Even taking into consideration the space limitation on NIPS papers, I
think it is inexcusable that key ideas are not explained. Chief among
these is the whole idea of preconditioning: what is the role of
preconditioning, is it really done prior to value learning (from
equations (7,8) it seems as if both are carried out simultaneously?),
does it bear any relationship to preconditioning in animal experiments
(such as sensory preconditioning) or is this just an unfortunate
coincidence of names?
Importantly, the key constructs in the preconditioning algorithm are
not explained in an intuitive way: what does C *mean*, and what is its
function in learning?
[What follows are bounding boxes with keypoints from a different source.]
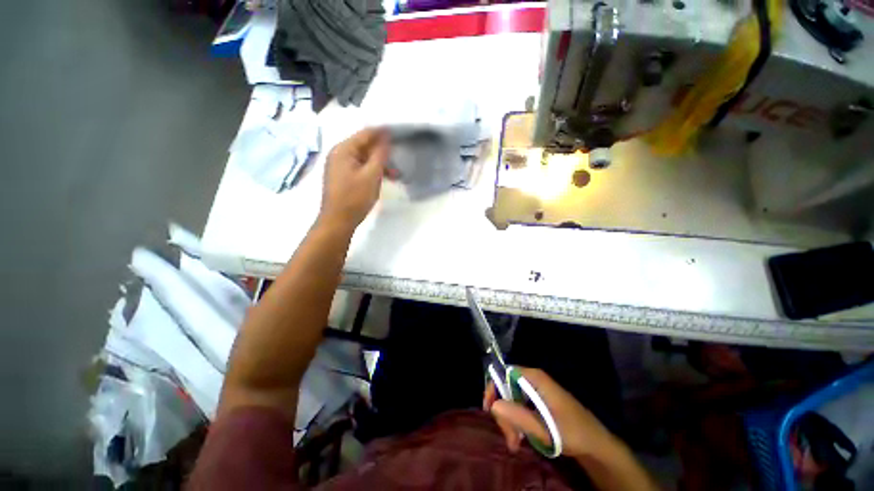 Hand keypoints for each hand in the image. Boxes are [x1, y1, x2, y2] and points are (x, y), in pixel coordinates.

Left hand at [318, 128, 389, 231]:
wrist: (338, 221)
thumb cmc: (355, 198)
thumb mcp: (371, 175)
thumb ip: (380, 154)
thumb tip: (386, 136)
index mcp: (343, 149)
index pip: (366, 134)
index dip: (382, 133)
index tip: (399, 133)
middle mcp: (339, 153)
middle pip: (364, 146)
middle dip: (383, 152)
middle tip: (400, 158)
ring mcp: (339, 166)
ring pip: (364, 159)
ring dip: (380, 164)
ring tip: (396, 175)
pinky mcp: (343, 176)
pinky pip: (360, 168)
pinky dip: (372, 171)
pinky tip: (384, 179)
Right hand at [484, 367, 616, 458]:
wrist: (596, 444)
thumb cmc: (572, 433)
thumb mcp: (545, 429)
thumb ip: (519, 416)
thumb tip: (493, 405)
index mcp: (535, 378)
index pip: (505, 373)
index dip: (493, 387)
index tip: (489, 409)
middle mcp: (533, 380)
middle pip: (506, 388)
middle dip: (504, 413)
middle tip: (509, 438)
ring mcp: (536, 391)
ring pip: (512, 399)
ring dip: (510, 421)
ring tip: (515, 444)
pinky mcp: (538, 402)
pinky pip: (519, 406)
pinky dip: (517, 422)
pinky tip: (520, 438)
The fact that it can be set to the identity
matrix makes it seem like learning can do without it as well as with
it.. what functionality is assumed by different forms of C? What does
it mean to use A_{t+1} as a preconditioner?
Without such an explanation, it is pretty much impossible for me to
understand the merits of the framework, and what it does and does not
encompass. Why would I want to use it? And which form of C should I
choose? I appreciate that careful reading of all the previous related
work, and working out the equations (or writing simulations) myself
might clarify these issues, but I expect a paper presenting a new
method to try, at least, to explain its semantics rather than just lay
out the algorithm.
The simulations shown do not help clarify the paper. FIrst, they are so
small and crowded with curves, that they are practically ineligible.
Second, comparing a model based method to modelfree TD is hardly a
fair comparison!
Due to my poor understanding of the qualitative merits of the proposed
algorithm, I feel that I can not judge the quality, originality and
significance of the paper. However, if I am a minority and other
reviewers find this paper clear and understandable, my review should be
wholly ignored.

Summary of review
Please summarize your review here in 12 sentences.



Authors response by Yao Heng shuai (20070722 04:09:11) to review 


Preconditioning
presented in this paper is a classical technique from numerical
analysis or standard iterative analysis. It is not related to animal
experiments, at least in this paper. The technique
preconditions a linear system to make it more robust and easier to
solve than matrixinversion approach.
Although not presented in the submitted version, we have indeed
developed some intuitions behind PTD. Researchers have noted
experience replay can improve the data efficiency (Lin 1992). However,
Lin's methods have to maintain a data set, which requires a significant
amount of memory when a lot of experience is available. PTD algorithms,
however, provide another way to replay the experience without
maintaining a data set. These algorithms are thus more efficient than
Lin's methods.

Review Evaluation: 
We
feel sorry for not providing enough materials for preconditioning due
to space limitations. One of our research aims is to provide some new
perspectiver in viewing LSTD and LSPE. It is also a good future
direction to study the proposed points provided by the reviewer.